More children are being permanently excluded from primary schools in Britain today than ever before. But is this because children are now for some reason behaving worse than ever, or because our schools have grown more stretched, less tolerant, and keener to wash their hands and weed out troublemakers early? Filmed over two years, this Cutting Edge documentary follows the stories of six kids who, excluded from their original primary schools, have gone to join the youngest class at The Rosebery School in Kings Lynn, Norfolk, which provides short-term spaces for such children. The intimate filming gets down their eye-view, and during their time there, we see the sulks, rages, desk-punching, screaming and swearing that saw them expelled from their old schools – but also the joys, delights, fears as they try to get by and make new friends.
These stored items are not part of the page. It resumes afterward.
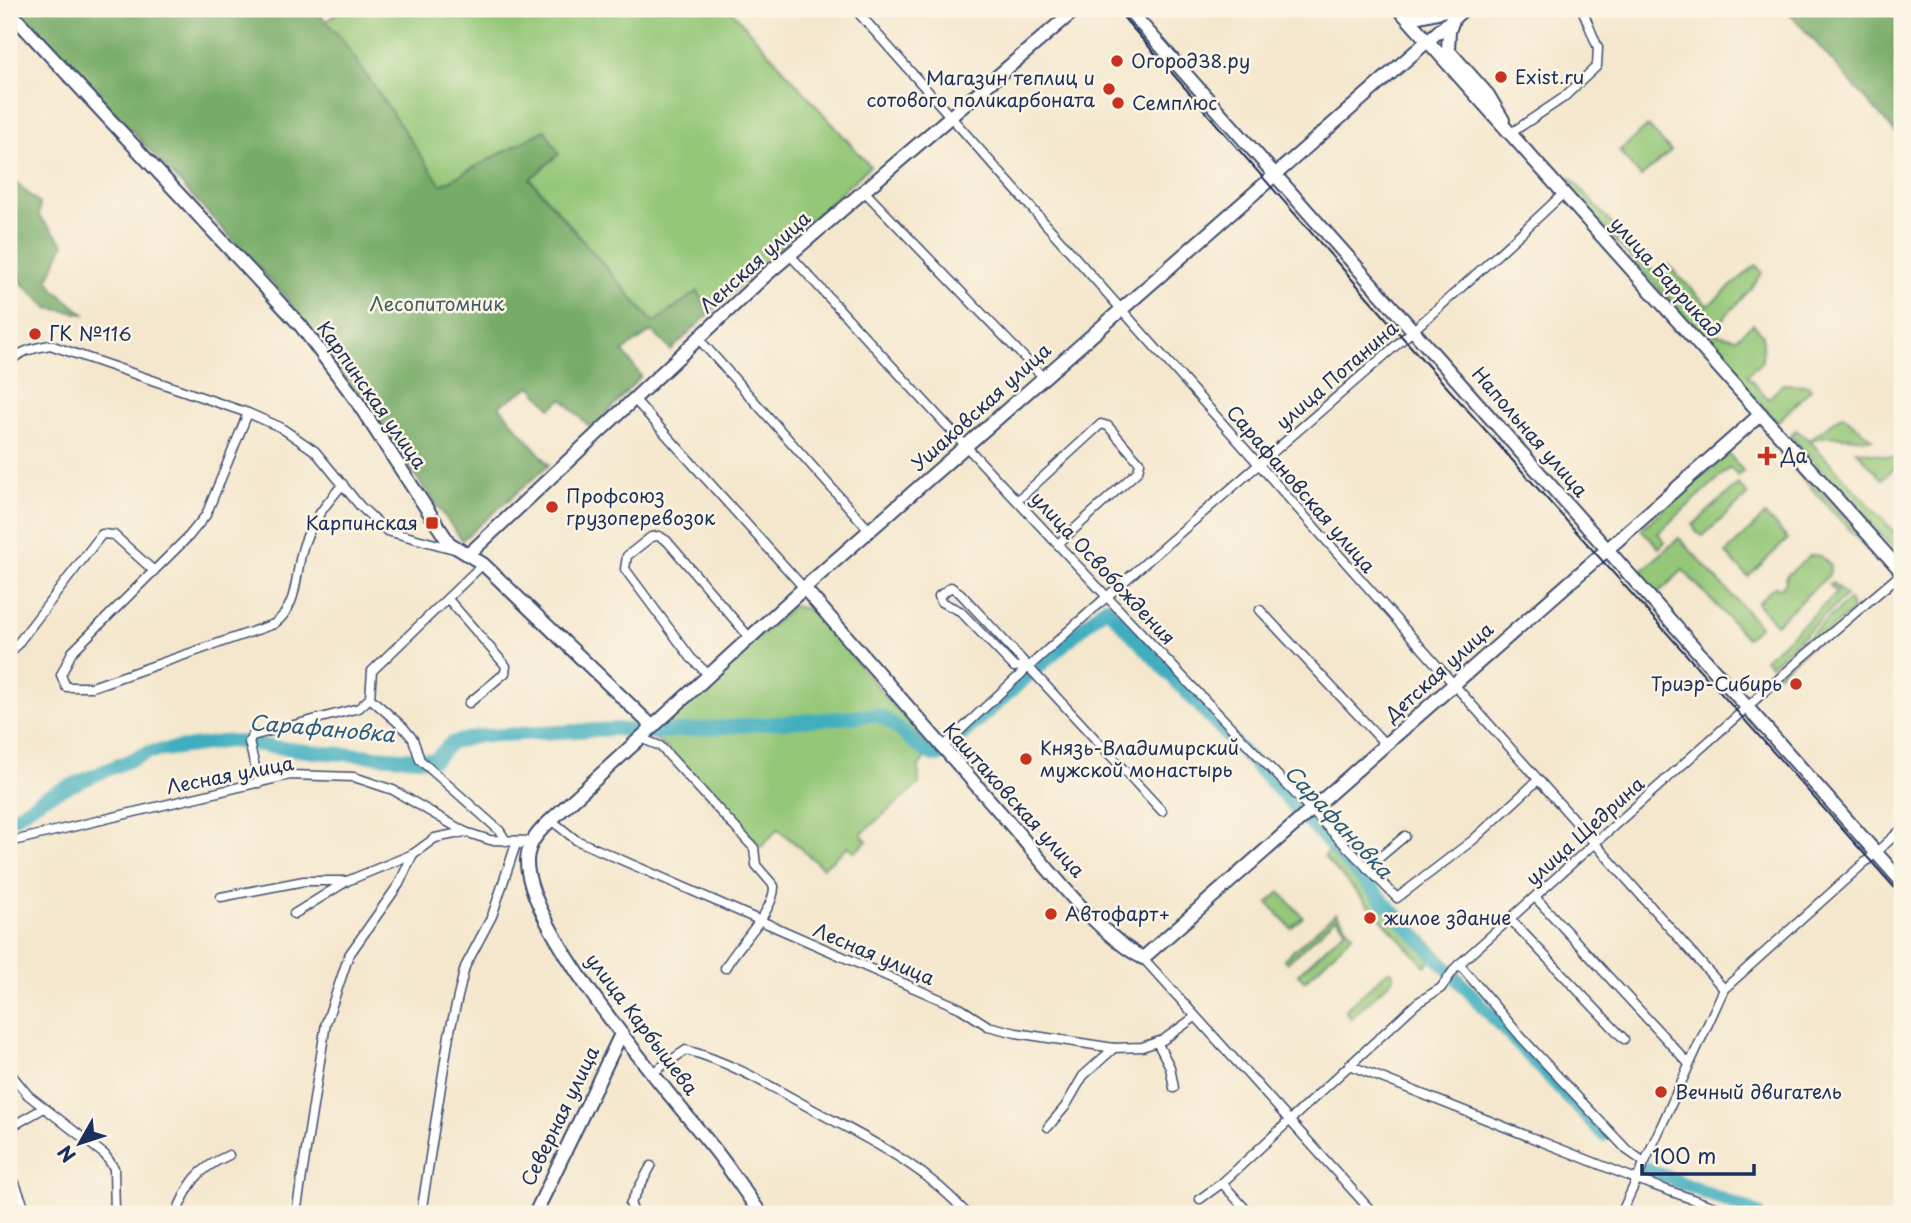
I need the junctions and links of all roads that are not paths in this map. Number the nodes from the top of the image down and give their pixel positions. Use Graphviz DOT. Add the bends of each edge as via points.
graph roads {
  1 [pos="855,9"];
  2 [pos="1076,9"];
  3 [pos="1128,9"];
  4 [pos="1399,9"];
  5 [pos="1464,9"];
  6 [pos="1581,9"];
  7 [pos="9,11"];
  8 [pos="1452,15"];
  9 [pos="1427,41"];
  10 [pos="951,115"];
  11 [pos="1511,133"];
  12 [pos="1276,174"];
  13 [pos="864,191"];
  14 [pos="1564,193"];
  15 [pos="790,256"];
  16 [pos="1122,309"];
  17 [pos="1413,330"];
  18 [pos="698,338"];
  19 [pos="9,363"];
  20 [pos="1043,377"];
  21 [pos="635,401"];
  22 [pos="248,413"];
  23 [pos="1761,414"];
  24 [pos="967,446"];
  25 [pos="1259,463"];
  26 [pos="343,484"];
  27 [pos="1018,500"];
  28 [pos="870,531"];
  29 [pos="1059,543"];
  30 [pos="1609,550"];
  31 [pos="463,552"];
  32 [pos="483,564"];
  33 [pos="154,571"];
  34 [pos="1902,572"];
  35 [pos="804,588"];
  36 [pos="1105,598"];
  37 [pos="448,599"];
  38 [pos="1260,610"];
  39 [pos="750,638"];
  40 [pos="9,655"];
  41 [pos="1028,666"];
  42 [pos="709,675"];
  43 [pos="1452,686"];
  44 [pos="370,698"];
  45 [pos="469,703"];
  46 [pos="1749,706"];
  47 [pos="653,727"];
  48 [pos="640,738"];
  49 [pos="1386,745"];
  50 [pos="947,753"];
  51 [pos="1538,780"];
  52 [pos="259,783"];
  53 [pos="1162,811"];
  54 [pos="1307,815"];
  55 [pos="551,820"];
  56 [pos="1902,829"];
  57 [pos="465,832"];
  58 [pos="1405,836"];
  59 [pos="506,841"];
  60 [pos="517,841"];
  61 [pos="532,841"];
  62 [pos="9,842"];
  63 [pos="1596,842"];
  64 [pos="1878,853"];
  65 [pos="413,854"];
  66 [pos="527,859"];
  67 [pos="1367,868"];
  68 [pos="347,881"];
  69 [pos="1902,882"];
  70 [pos="221,897"];
  71 [pos="1535,897"];
  72 [pos="294,914"];
  73 [pos="1510,919"];
  74 [pos="759,922"];
  75 [pos="1143,958"];
  76 [pos="1458,966"];
  77 [pos="726,968"];
  78 [pos="1724,989"];
  79 [pos="1195,1017"];
  80 [pos="621,1034"];
  81 [pos="1624,1038"];
  82 [pos="1157,1042"];
  83 [pos="1114,1048"];
  84 [pos="1689,1064"];
  85 [pos="1349,1065"];
  86 [pos="9,1072"];
  87 [pos="652,1073"];
  88 [pos="1174,1088"];
  89 [pos="44,1108"];
  90 [pos="1289,1119"];
  91 [pos="1048,1127"];
  92 [pos="9,1128"];
  93 [pos="229,1155"];
  94 [pos="1644,1162"];
  95 [pos="651,1166"];
  96 [pos="9,1168"];
  97 [pos="1636,1179"];
  98 [pos="1222,1183"];
  99 [pos="1200,1199"];
  100 [pos="27,1214"];
  101 [pos="115,1214"];
  102 [pos="176,1214"];
  103 [pos="296,1214"];
  104 [pos="421,1214"];
  105 [pos="535,1214"];
  106 [pos="635,1214"];
  107 [pos="761,1214"];
  108 [pos="967,1214"];
  109 [pos="1250,1214"];
  110 [pos="1374,1214"];
  111 [pos="1621,1214"];
  112 [pos="1734,1214"];
  1 -- 10 [label="street, Сарафановская улица"];
  2 -- 10 [label="street, Ленская улица"];
  3 -- 12 [label="street, Напольная улица"];
  4 -- 8 [label="street" via="1420,16"];
  4 -- 9 [label="street, улица Баррикад"];
  5 -- 8 [label="street, Ушаковская улица"];
  6 -- 11 [label="street" via="1598,48 1597,66 1563,98"];
  7 -- 31 [label="street, Карпинская улица" via="301,326 354,397 441,531"];
  8 -- 9 [label="street, Ушаковская улица"];
  8 -- 11 [label="street" via="1448,50 1488,95"];
  9 -- 11 [label="street, улица Баррикад"];
  9 -- 12 [label="street, Ушаковская улица"];
  10 -- 13 [label="street, Ленская улица"];
  10 -- 16 [label="street, Сарафановская улица"];
  11 -- 14 [label="street, улица Баррикад"];
  12 -- 16 [label="street, Ушаковская улица"];
  12 -- 17 [label="street, Напольная улица"];
  13 -- 15 [label="street, Ленская улица"];
  13 -- 20 [label="street"];
  14 -- 17 [label="street, улица Потанина"];
  14 -- 23 [label="street, улица Баррикад"];
  15 -- 18 [label="street, Ленская улица"];
  15 -- 24 [label="street, улица Освобождения"];
  16 -- 20 [label="street, Ушаковская улица"];
  16 -- 25 [label="street, Сарафановская улица"];
  17 -- 25 [label="street, улица Потанина"];
  17 -- 30 [label="street, Напольная улица"];
  18 -- 21 [label="street, Ленская улица"];
  18 -- 28 [label="street"];
  19 -- 22 [label="street" via="33,348 50,345"];
  20 -- 24 [label="street, Ушаковская улица"];
  21 -- 31 [label="street, Ленская улица"];
  21 -- 35 [label="street, Каштаковская улица"];
  22 -- 26 [label="street" via="306,444"];
  22 -- 33 [label="street" via="206,515"];
  23 -- 30 [label="street, Детская улица"];
  23 -- 34 [label="street, улица Баррикад"];
  24 -- 27 [label="street, улица Освобождения"];
  24 -- 28 [label="street, Ушаковская улица"];
  25 -- 36 [label="street, улица Потанина"];
  25 -- 43 [label="street, Сарафановская улица"];
  26 -- 31 [label="street" via="387,531"];
  26 -- 33 [label="street" via="320,510 304,542 292,606 274,624 92,688 66,687 61,675 72,652"];
  27 -- 29 [label="street, улица Освобождения"];
  27 -- 29 [label="street" via="1101,424 1108,426 1140,463 1138,471"];
  28 -- 35 [label="street, Ушаковская улица"];
  29 -- 36 [label="street, улица Освобождения"];
  30 -- 43 [label="street, Детская улица"];
  30 -- 46 [label="street, Напольная улица"];
  31 -- 32 [label="street, Карпинская улица"];
  32 -- 37 [label="street"];
  32 -- 47 [label="street, Карпинская улица"];
  33 -- 40 [label="street" via="114,535 102,534"];
  34 -- 46 [label="street, улица Щедрина"];
  35 -- 39 [label="street, Ушаковская улица"];
  35 -- 50 [label="street, Каштаковская улица"];
  36 -- 41 [label="street, улица Потанина"];
  36 -- 54 [label="street, улица Освобождения"];
  37 -- 44 [label="street" via="372,671"];
  37 -- 45 [label="street" via="506,666 505,673"];
  38 -- 49 [label="street"];
  39 -- 42 [label="street, Ушаковская улица"];
  39 -- 42 [label="street" via="667,541 651,537 627,556 625,569 691,658"];
  41 -- 41 [label="street" via="960,593 951,587 942,591 941,602 960,611 1014,667"];
  41 -- 50 [label="street, улица Потанина"];
  41 -- 53 [label="street"];
  42 -- 47 [label="street, Ушаковская улица"];
  43 -- 49 [label="street, Детская улица"];
  43 -- 51 [label="street, Сарафановская улица"];
  44 -- 52 [label="street" via="359,708 258,733 249,744"];
  44 -- 59 [label="street" via="403,727 420,760"];
  46 -- 63 [label="street, улица Щедрина"];
  46 -- 64 [label="street, Напольная улица"];
  47 -- 48 [label="street, Ушаковская улица"];
  48 -- 55 [label="street, Ушаковская улица"];
  48 -- 74 [label="street" via="660,746 754,848 756,865 774,886 775,898"];
  49 -- 54 [label="street, Детская улица"];
  50 -- 75 [label="street, Каштаковская улица" via="1110,935"];
  51 -- 63 [label="street, Сарафановская улица"];
  51 -- 67 [label="street, улица Освобождения" via="1473,840 1397,898"];
  52 -- 57 [label="street, Лесная улица" via="290,775 354,777 393,790"];
  52 -- 62 [label="street, Лесная улица"];
  54 -- 67 [label="street, улица Освобождения"];
  54 -- 75 [label="street, Детская улица"];
  55 -- 61 [label="street, Ушаковская улица"];
  55 -- 74 [label="street, Лесная улица" via="576,840"];
  56 -- 64 [label="street"];
  57 -- 59 [label="street, Лесная улица"];
  57 -- 65 [label="street" via="435,838"];
  58 -- 67 [label="street"];
  59 -- 60 [label="street, Лесная улица"];
  60 -- 61 [label="street, Лесная улица"];
  60 -- 66 [label="street"];
  60 -- 104 [label="street" via="492,916 465,967 449,1035"];
  61 -- 66 [label="street, улица Карбышева"];
  63 -- 71 [label="street, улица Щедрина"];
  63 -- 78 [label="street, Сарафановская улица"];
  64 -- 69 [label="street, Напольная улица"];
  64 -- 78 [label="street"];
  65 -- 68 [label="street"];
  65 -- 103 [label="street" via="398,884 349,954 326,1023"];
  66 -- 80 [label="street, улица Карбышева" via="536,901"];
  68 -- 70 [label="street" via="303,881"];
  68 -- 72 [label="street"];
  71 -- 73 [label="street, улица Щедрина"];
  71 -- 84 [label="street"];
  73 -- 76 [label="street, улица Щедрина"];
  73 -- 81 [label="street"];
  74 -- 77 [label="street"];
  74 -- 83 [label="street, Лесная улица" via="960,1008 988,1026"];
  75 -- 79 [label="street, Каштаковская улица"];
  76 -- 85 [label="street, улица Щедрина" via="1441,988 1416,1003"];
  76 -- 94 [label="street" via="1627,1150"];
  78 -- 84 [label="street"];
  79 -- 82 [label="street, Лесная улица"];
  79 -- 90 [label="street, Каштаковская улица"];
  80 -- 87 [label="street, улица Карбышева"];
  80 -- 105 [label="street, Северная улица"];
  82 -- 83 [label="street, Лесная улица"];
  82 -- 88 [label="street" via="1170,1067"];
  83 -- 91 [label="street" via="1083,1076"];
  84 -- 94 [label="street"];
  85 -- 90 [label="street, улица Щедрина"];
  85 -- 97 [label="street"];
  86 -- 89 [label="street"];
  87 -- 107 [label="street, улица Карбышева"];
  87 -- 108 [label="street, улица Карбышева" via="686,1050 770,1084 905,1158"];
  89 -- 92 [label="street"];
  89 -- 101 [label="street" via="110,1161 116,1182"];
  90 -- 98 [label="street, улица Щедрина"];
  90 -- 110 [label="street, Каштаковская улица"];
  93 -- 102 [label="street" via="196,1175"];
  94 -- 97 [label="street"];
  95 -- 106 [label="street" via="630,1204"];
  96 -- 100 [label="street"];
  97 -- 111 [label="street"];
  97 -- 112 [label="street"];
  98 -- 99 [label="street, улица Щедрина"];
  98 -- 109 [label="street"];
}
Meanwhile, the hope is that, eventually, they will find another school willing to give them another chance. Although, as the Rosebery’s patient, but sorely tried teachers know, for some of them it will be a long road.

Wednesday 26

Against The Law

9pm, BBC Two

The unfailingly watchable Daniel Mays switches gears again for this careful, fact-based, heartfelt period drama, written by Brian Fillis and directed by Fergus O’Brien. The period in question is the early 1950s, when being homosexual was illegal in the UK (it would remain so until 1967), and gay men were persecuted with a fervour that matched the anti-communist witch-hunts across the ocean in the US. Fillis concentrates on the story of writer and journalist Peter Wildeblood (Mays), who in 1954 was arrested on “gross indecency” charges. During the subsequent trial, he became one of the first men in the UK to publicly declare himself gay, and, although he was sent to prison, the case that would become a landmark in the history of LGBT rights in Britain. There is, as ever, too much music crashing in, but Fillis and O’Brien make a wiser choice by framing the drama with documentary interviews with aging, real-life witnesses to the period – a tactic knowingly lifted from Reds, Warren Beatty’s magnificent film on the socialist movement in the USA, but movingly employed here.

Friday 28

BBC Proms 2017: Scott Walker Revisited

10pm, BBC Four

Tonight’s late-night Prom is subtitled “The Godlike Genius Of Scott Walker,” after the legendary 1981 compilation album put together by Julian Cope in celebration of his idol. Like Cope’s mixtape, tonight’s performance draws on the truly astonishing music Walker made on his four self-titled solo albums between 1967-69 – his heavenly baritone set within huge, lush, baroquely orchestrated pop landscapes, and his art-tinged, everyday-existentialist lyrical concerns venturing into strange places that saw him dubbed “Ingmar Sinatra.” I’m still hoping they might coax the man himself up on stage, but he hates performing, and, as his recent terrifying work attests, he’s not really one for looking backwards. But he has given the project his blessing, and in his place come vocalists Jarvis Cocker, Susanne Sundfør, John Grant and Richard Hawley, while conductor Jules Buckley and the Heritage Orchestra build the musical fire escape in the sky. These songs have never been performed live in their original form, so it should be something special to hear the likes of It’s Raining Today and Copenhagen come rolling, shining out.